> Work instruction
In the records below, tally the lines that contain the word "Northwest" and give only that number.
%%
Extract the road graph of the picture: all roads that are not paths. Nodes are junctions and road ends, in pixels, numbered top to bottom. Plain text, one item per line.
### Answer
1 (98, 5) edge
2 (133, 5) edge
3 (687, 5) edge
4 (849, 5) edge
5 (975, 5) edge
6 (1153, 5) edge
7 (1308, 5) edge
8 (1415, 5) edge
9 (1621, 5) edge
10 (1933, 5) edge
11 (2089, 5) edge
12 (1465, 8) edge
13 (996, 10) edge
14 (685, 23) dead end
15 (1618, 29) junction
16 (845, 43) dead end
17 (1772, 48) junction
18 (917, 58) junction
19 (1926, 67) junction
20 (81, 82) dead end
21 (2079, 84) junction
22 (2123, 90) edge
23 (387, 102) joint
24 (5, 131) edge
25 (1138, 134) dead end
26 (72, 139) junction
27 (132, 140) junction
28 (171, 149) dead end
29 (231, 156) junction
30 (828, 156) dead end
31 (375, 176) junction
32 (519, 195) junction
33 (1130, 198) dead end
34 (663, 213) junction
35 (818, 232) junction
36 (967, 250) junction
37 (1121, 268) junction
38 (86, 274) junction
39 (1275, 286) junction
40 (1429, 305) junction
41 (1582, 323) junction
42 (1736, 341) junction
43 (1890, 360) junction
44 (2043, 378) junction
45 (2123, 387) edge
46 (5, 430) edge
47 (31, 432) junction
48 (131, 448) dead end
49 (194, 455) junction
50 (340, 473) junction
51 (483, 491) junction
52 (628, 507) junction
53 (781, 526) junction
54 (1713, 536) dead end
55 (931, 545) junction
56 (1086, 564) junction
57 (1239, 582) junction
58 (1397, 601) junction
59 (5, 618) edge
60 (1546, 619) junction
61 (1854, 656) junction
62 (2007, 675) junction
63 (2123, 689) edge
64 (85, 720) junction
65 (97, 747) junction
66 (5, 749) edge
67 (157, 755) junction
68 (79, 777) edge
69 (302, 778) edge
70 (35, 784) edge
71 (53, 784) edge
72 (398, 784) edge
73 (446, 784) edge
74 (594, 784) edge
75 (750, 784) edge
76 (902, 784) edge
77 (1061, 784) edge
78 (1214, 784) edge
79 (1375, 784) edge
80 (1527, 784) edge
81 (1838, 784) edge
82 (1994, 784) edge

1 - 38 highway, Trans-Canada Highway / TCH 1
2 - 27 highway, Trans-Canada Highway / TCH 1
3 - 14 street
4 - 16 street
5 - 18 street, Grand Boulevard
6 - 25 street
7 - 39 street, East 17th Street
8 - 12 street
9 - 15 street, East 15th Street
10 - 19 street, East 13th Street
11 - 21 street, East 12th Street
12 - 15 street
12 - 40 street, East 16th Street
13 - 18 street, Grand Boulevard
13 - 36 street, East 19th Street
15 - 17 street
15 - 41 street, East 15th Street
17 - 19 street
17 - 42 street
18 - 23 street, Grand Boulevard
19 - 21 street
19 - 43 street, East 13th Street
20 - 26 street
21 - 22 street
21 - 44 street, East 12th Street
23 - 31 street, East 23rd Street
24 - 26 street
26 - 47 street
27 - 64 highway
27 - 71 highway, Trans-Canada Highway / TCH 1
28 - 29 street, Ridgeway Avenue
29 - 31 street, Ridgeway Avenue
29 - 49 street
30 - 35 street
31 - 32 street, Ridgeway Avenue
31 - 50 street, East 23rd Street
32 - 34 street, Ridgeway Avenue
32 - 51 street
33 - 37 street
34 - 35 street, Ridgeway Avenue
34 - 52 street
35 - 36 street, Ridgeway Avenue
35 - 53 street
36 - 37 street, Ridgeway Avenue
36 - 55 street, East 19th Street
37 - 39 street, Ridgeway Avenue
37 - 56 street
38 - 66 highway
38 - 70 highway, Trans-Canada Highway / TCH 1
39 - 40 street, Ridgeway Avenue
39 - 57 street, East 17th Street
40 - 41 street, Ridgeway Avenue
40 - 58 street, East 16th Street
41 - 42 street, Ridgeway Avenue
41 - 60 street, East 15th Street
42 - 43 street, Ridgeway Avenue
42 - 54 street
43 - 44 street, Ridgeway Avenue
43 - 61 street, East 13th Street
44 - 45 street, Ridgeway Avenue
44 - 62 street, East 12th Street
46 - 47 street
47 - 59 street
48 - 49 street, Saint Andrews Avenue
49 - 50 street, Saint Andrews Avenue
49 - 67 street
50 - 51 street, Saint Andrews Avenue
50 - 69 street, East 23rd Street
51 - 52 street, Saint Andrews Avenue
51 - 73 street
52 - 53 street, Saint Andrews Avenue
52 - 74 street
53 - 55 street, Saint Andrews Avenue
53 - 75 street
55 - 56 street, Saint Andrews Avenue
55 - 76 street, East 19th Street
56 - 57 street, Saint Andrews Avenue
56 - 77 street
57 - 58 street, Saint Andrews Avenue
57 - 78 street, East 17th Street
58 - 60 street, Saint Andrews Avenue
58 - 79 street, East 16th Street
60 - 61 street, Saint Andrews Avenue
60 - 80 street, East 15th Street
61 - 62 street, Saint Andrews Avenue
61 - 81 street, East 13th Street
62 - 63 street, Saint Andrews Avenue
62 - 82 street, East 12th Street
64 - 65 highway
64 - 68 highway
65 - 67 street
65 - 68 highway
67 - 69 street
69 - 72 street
%%
%%
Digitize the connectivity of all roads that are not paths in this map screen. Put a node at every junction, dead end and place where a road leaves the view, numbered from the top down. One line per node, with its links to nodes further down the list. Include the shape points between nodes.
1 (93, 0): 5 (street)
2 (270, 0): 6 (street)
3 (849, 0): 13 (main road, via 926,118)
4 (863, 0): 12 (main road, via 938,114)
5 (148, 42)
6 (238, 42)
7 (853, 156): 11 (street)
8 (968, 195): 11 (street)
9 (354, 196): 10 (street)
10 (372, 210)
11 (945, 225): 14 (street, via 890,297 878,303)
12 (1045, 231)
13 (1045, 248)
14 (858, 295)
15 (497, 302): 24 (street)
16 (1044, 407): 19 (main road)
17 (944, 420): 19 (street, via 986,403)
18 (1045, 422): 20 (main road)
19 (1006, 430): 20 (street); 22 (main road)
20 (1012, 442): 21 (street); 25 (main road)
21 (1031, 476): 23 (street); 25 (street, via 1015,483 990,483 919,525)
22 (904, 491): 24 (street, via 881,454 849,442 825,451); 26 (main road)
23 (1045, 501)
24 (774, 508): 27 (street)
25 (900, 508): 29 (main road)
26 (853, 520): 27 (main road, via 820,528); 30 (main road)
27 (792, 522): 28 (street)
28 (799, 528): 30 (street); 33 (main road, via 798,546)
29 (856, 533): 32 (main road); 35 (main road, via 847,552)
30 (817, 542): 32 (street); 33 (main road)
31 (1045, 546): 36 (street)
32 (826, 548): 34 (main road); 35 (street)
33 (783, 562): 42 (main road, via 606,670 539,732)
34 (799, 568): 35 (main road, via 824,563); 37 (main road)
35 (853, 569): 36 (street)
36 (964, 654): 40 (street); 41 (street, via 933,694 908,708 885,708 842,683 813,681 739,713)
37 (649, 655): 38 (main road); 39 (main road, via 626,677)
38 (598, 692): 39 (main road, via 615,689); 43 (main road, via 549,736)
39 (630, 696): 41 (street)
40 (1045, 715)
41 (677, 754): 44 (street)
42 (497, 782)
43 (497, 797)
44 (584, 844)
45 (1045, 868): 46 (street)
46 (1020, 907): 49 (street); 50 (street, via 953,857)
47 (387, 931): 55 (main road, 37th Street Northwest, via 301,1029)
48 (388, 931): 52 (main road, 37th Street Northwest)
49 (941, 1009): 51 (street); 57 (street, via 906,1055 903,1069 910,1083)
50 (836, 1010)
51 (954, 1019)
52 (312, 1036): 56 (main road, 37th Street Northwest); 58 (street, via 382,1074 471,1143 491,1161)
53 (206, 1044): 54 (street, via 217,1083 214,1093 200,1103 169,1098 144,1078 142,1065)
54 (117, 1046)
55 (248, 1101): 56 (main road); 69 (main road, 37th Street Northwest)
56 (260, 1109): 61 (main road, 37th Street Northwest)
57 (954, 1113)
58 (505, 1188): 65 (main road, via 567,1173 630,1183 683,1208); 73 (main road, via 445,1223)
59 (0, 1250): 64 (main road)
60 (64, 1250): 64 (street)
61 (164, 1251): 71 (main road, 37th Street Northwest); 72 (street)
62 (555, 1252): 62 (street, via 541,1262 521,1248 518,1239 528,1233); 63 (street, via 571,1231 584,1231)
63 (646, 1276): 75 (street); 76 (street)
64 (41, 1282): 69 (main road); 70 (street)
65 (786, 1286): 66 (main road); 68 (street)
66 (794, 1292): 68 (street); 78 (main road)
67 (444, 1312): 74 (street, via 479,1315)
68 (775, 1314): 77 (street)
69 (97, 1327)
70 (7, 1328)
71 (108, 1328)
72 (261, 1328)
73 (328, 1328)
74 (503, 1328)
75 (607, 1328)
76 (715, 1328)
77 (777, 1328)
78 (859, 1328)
%%
> Response to this task
6